## Task objective
If a line in the entries below includes "Sodio", pick it out and copy it.

[[ Data for this task, beginning ]]

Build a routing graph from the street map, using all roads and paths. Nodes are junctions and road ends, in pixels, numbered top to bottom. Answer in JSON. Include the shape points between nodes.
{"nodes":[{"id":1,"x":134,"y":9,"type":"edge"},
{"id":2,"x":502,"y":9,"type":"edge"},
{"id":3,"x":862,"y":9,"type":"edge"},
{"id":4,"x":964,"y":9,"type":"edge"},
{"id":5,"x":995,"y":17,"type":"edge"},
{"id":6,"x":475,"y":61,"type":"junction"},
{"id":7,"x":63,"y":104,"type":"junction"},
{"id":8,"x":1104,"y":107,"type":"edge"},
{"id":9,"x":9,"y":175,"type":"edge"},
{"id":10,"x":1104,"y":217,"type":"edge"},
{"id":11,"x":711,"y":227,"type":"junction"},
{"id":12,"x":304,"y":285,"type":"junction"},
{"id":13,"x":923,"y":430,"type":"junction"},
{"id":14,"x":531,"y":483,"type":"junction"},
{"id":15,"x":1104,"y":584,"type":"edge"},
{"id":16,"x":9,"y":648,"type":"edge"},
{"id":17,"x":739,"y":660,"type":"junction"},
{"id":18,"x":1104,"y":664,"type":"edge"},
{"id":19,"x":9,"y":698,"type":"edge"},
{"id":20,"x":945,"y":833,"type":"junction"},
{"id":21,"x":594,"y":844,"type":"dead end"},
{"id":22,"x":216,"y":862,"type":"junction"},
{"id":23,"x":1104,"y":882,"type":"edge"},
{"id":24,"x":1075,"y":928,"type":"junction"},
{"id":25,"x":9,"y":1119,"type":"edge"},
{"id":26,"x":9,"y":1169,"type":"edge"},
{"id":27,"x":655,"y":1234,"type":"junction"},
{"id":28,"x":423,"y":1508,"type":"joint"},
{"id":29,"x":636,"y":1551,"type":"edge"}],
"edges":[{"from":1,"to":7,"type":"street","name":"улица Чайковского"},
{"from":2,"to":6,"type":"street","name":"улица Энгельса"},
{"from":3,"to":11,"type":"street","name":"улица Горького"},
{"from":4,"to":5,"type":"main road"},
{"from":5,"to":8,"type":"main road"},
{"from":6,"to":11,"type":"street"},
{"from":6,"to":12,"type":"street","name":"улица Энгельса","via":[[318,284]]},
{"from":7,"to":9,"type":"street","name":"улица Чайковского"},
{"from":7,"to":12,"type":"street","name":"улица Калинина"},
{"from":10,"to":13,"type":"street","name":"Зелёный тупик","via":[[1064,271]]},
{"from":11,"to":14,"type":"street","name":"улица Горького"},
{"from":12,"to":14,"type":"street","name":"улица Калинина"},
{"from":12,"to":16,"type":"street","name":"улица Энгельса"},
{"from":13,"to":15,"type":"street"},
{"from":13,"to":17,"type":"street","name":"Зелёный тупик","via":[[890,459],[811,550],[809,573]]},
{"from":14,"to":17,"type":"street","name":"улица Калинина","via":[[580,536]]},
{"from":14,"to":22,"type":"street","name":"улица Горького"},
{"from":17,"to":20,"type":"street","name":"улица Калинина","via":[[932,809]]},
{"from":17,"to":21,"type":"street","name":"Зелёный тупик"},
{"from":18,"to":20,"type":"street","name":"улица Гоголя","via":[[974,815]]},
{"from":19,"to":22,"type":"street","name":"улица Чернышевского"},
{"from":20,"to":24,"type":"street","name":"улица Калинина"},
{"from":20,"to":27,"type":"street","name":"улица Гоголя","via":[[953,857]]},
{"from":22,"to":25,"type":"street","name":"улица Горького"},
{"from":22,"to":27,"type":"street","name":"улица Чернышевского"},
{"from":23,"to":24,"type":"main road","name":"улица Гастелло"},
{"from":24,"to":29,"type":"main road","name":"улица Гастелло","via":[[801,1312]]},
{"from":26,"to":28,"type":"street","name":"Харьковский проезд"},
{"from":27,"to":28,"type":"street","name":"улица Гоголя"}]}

[[ Data for this task, end ]]
[[ Data for this task, beginning ]]

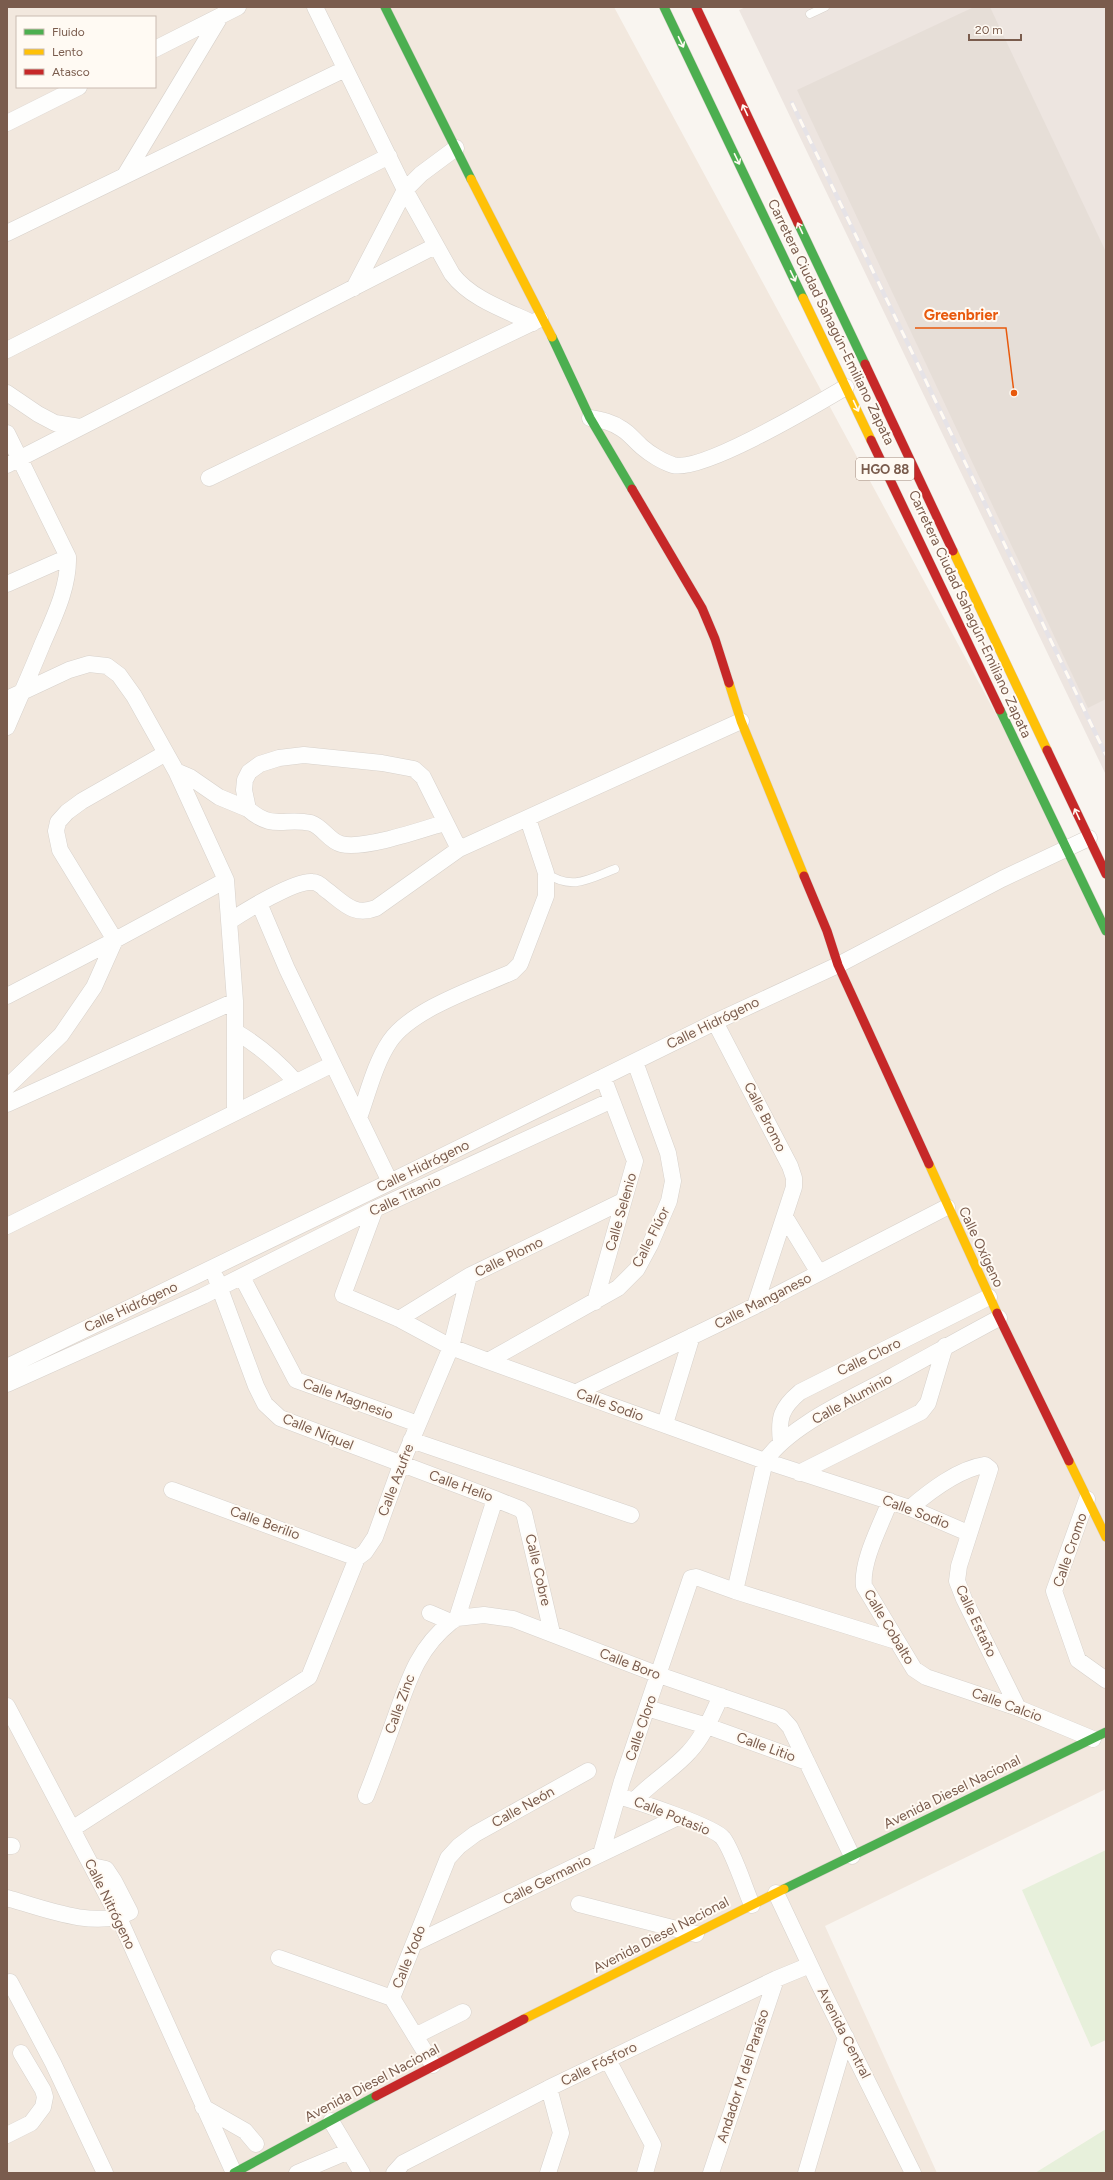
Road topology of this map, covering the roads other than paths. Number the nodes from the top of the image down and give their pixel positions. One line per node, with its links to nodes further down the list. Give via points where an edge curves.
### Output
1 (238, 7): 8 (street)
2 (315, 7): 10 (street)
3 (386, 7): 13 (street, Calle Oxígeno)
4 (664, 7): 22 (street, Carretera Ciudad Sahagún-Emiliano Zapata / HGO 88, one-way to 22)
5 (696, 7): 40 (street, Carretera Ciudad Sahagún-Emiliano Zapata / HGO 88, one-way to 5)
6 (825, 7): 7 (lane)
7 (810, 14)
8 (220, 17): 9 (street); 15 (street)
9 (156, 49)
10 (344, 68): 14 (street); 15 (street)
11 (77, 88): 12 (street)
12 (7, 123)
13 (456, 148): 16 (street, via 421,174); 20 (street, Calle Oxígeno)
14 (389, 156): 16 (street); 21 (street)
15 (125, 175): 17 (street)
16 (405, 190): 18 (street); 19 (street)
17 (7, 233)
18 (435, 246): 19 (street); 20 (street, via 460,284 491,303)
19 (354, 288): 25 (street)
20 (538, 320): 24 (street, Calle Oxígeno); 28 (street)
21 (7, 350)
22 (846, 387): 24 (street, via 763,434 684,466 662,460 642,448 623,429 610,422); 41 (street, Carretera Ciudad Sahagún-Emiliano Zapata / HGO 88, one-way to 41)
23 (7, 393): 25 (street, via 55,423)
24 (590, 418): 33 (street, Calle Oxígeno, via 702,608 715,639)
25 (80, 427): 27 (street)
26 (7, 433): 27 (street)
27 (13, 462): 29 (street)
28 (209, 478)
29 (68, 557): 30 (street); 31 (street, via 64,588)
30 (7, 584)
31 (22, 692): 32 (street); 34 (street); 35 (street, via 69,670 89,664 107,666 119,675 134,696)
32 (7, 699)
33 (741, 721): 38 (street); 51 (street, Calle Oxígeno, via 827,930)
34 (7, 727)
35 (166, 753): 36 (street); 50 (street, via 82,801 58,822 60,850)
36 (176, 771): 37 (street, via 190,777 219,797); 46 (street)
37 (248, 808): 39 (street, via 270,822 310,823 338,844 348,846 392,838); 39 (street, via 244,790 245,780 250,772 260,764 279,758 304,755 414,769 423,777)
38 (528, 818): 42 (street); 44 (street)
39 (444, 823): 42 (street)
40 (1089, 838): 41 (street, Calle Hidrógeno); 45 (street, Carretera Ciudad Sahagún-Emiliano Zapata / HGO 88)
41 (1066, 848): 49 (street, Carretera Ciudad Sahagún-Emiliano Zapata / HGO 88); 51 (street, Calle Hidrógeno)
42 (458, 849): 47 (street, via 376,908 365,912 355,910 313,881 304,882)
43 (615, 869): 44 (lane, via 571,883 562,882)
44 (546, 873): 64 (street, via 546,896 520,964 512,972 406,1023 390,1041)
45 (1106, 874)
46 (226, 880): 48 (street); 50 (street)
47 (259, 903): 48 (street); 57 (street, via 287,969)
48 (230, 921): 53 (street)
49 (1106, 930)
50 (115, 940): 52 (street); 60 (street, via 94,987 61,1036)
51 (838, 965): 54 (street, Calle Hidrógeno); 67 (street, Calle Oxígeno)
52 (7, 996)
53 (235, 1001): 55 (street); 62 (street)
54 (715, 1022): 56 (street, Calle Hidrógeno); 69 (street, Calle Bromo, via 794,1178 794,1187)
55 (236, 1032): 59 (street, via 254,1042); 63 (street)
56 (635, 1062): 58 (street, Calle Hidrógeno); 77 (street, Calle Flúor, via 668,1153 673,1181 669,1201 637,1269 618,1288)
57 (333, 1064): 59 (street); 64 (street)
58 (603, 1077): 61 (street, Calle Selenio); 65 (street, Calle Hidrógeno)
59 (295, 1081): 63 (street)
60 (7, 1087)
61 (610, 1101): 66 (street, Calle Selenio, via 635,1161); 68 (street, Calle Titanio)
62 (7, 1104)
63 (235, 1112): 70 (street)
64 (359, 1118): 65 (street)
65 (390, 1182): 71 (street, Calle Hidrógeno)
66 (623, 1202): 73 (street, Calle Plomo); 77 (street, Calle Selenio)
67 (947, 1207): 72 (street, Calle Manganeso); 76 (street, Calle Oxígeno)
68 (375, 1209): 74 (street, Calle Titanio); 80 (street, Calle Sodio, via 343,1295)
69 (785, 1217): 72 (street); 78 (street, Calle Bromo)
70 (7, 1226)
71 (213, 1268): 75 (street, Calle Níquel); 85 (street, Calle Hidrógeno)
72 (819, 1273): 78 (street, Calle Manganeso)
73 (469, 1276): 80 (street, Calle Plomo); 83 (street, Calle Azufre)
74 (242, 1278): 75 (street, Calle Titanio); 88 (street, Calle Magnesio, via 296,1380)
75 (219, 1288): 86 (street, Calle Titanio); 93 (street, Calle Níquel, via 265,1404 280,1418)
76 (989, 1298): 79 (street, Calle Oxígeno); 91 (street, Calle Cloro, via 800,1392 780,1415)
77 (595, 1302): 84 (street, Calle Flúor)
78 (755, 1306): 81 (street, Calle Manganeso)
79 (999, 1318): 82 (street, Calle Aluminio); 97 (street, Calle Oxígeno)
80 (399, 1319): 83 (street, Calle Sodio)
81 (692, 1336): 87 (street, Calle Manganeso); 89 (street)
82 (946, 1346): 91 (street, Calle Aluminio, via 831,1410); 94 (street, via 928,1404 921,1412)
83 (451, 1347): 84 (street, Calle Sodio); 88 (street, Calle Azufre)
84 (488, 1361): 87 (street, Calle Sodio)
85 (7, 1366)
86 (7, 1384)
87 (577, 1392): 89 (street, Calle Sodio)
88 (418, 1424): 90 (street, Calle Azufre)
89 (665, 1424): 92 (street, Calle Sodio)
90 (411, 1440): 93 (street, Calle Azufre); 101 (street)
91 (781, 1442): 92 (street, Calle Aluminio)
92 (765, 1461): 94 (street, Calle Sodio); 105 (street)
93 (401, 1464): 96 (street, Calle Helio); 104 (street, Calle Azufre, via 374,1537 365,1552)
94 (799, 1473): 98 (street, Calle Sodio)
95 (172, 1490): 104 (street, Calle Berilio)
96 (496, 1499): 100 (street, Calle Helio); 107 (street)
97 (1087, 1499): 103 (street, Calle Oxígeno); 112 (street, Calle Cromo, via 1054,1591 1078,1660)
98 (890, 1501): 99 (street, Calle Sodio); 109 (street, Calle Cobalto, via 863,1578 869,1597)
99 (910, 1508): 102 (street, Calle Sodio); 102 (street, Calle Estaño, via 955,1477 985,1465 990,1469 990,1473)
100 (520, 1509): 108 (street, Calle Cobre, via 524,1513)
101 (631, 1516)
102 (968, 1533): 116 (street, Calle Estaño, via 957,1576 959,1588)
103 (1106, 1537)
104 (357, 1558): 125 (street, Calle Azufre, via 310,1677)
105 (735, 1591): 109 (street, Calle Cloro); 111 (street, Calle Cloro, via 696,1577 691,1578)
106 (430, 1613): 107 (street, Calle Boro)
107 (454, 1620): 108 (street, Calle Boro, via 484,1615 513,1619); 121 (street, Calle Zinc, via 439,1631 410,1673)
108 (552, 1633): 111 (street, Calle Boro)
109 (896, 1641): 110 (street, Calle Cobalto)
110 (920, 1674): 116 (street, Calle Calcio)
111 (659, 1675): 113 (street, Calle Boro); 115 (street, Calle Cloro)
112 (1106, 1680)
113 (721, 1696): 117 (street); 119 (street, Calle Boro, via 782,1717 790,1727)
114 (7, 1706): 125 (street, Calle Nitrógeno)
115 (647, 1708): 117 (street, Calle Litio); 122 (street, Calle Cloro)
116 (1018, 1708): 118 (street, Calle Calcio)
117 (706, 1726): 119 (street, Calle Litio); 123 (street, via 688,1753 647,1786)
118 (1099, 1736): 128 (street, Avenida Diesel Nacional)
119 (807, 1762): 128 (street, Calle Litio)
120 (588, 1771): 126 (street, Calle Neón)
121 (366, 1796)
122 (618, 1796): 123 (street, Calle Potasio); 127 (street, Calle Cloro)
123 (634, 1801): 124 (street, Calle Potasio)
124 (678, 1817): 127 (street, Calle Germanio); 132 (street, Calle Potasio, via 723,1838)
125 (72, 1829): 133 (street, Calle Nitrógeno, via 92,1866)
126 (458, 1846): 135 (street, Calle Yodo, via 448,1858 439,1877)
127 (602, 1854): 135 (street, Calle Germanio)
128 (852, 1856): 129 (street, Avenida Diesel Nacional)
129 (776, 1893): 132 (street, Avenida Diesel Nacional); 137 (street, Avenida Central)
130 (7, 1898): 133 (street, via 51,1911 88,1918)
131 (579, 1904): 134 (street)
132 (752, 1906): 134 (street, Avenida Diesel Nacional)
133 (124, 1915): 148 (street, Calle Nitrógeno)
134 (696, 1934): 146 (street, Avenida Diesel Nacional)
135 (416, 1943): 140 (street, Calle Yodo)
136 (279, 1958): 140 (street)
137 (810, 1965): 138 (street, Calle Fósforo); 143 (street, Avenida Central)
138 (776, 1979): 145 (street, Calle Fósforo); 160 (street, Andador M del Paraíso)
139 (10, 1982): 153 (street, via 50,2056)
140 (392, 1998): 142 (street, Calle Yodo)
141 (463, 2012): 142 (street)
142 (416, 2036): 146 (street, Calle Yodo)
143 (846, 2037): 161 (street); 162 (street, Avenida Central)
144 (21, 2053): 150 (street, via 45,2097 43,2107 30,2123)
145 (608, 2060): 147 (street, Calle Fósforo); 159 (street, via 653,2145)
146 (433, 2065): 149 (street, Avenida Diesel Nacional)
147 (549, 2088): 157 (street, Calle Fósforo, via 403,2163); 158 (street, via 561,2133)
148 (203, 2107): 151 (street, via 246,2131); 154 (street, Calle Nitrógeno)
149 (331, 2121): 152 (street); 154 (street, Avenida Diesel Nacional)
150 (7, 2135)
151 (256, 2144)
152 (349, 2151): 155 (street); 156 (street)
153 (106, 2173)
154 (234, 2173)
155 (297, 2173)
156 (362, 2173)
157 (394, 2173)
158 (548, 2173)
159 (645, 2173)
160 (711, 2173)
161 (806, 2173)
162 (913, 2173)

[[ Data for this task, end ]]
[[ Data for this task, beginning ]]

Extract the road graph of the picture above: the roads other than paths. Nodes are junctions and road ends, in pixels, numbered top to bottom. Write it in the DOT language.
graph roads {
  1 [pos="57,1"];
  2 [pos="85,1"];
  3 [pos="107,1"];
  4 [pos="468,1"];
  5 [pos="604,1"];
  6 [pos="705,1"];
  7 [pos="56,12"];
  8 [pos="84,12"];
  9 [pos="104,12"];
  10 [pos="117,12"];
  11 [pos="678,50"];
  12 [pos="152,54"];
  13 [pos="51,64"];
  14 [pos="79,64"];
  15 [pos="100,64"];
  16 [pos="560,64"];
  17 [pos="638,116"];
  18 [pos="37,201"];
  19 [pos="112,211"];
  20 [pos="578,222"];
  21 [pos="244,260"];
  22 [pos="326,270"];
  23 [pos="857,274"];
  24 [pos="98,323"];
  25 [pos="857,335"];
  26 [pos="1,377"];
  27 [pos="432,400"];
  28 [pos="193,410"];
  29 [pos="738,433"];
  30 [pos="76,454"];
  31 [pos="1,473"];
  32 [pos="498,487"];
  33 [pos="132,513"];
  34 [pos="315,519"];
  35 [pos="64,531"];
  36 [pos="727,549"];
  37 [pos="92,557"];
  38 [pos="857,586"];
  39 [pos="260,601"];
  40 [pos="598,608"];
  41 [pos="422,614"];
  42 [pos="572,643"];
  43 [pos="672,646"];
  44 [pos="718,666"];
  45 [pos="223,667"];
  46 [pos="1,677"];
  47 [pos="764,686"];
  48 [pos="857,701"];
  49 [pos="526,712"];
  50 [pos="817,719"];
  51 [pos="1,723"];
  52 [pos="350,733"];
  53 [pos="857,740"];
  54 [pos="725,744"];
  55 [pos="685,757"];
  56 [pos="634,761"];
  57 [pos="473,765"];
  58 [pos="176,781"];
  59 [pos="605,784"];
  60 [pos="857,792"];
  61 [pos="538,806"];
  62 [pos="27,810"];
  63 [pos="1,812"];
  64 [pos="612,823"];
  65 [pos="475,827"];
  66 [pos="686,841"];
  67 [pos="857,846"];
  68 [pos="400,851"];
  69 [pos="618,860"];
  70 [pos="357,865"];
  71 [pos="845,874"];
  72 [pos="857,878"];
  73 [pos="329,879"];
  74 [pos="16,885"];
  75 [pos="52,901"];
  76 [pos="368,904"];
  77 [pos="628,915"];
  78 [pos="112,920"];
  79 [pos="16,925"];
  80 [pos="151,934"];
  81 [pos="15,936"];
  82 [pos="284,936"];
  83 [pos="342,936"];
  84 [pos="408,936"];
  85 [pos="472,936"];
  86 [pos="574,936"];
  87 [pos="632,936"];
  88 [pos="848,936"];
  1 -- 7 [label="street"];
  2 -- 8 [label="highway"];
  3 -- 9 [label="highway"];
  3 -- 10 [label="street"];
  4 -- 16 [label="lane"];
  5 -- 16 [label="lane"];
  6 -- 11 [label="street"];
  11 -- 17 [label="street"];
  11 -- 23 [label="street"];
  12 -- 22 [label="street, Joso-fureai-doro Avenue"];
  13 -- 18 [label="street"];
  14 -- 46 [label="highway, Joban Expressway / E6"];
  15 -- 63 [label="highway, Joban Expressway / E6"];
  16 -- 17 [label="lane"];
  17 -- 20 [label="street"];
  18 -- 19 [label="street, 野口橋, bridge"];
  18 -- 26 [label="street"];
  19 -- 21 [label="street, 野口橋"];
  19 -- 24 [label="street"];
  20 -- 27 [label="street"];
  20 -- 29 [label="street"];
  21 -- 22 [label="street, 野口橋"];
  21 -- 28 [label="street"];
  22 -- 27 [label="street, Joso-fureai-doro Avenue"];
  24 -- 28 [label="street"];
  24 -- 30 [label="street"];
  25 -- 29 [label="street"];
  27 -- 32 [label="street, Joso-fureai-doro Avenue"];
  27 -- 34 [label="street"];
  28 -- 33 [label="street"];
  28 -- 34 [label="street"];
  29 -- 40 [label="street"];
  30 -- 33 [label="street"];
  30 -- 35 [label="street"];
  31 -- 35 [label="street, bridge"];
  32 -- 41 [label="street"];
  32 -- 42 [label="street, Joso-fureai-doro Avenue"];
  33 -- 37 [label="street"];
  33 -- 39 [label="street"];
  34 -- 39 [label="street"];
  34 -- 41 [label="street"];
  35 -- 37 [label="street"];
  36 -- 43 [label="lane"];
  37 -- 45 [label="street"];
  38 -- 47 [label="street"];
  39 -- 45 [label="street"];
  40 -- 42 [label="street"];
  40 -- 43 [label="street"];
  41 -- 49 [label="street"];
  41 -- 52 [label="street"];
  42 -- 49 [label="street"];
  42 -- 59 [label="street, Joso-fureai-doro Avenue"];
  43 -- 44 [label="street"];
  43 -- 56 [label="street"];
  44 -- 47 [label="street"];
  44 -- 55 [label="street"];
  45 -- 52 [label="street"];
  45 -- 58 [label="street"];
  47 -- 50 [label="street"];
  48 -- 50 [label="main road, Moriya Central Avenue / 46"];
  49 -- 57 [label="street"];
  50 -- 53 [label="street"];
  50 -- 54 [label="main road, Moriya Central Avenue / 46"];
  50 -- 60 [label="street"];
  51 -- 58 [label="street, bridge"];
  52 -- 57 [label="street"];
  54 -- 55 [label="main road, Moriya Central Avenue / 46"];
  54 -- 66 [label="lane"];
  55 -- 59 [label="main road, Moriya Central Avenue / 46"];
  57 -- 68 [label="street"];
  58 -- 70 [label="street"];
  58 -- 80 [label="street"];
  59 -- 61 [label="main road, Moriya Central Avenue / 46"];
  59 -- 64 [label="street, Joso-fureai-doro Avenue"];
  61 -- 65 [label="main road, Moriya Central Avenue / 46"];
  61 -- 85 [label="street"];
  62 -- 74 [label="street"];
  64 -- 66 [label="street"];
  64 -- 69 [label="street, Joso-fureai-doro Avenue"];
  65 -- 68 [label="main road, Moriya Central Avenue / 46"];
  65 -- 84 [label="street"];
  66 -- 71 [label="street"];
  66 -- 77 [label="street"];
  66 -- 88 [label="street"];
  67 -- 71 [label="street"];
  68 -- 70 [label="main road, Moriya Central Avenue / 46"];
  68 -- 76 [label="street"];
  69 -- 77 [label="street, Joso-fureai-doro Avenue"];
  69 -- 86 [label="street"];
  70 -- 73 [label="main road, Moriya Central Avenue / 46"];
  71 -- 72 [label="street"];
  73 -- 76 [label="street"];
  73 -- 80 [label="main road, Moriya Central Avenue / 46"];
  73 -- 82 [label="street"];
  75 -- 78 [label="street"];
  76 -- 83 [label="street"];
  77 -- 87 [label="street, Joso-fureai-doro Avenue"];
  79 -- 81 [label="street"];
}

[[ Data for this task, end ]]

## Response
68 (375, 1209): 74 (street, Calle Titanio); 80 (street, Calle Sodio, via 343,1295)
80 (399, 1319): 83 (street, Calle Sodio)
83 (451, 1347): 84 (street, Calle Sodio); 88 (street, Calle Azufre)
84 (488, 1361): 87 (street, Calle Sodio)
87 (577, 1392): 89 (street, Calle Sodio)
89 (665, 1424): 92 (street, Calle Sodio)
92 (765, 1461): 94 (street, Calle Sodio); 105 (street)
94 (799, 1473): 98 (street, Calle Sodio)
98 (890, 1501): 99 (street, Calle Sodio); 109 (street, Calle Cobalto, via 863,1578 869,1597)
99 (910, 1508): 102 (street, Calle Sodio); 102 (street, Calle Estaño, via 955,1477 985,1465 990,1469 990,1473)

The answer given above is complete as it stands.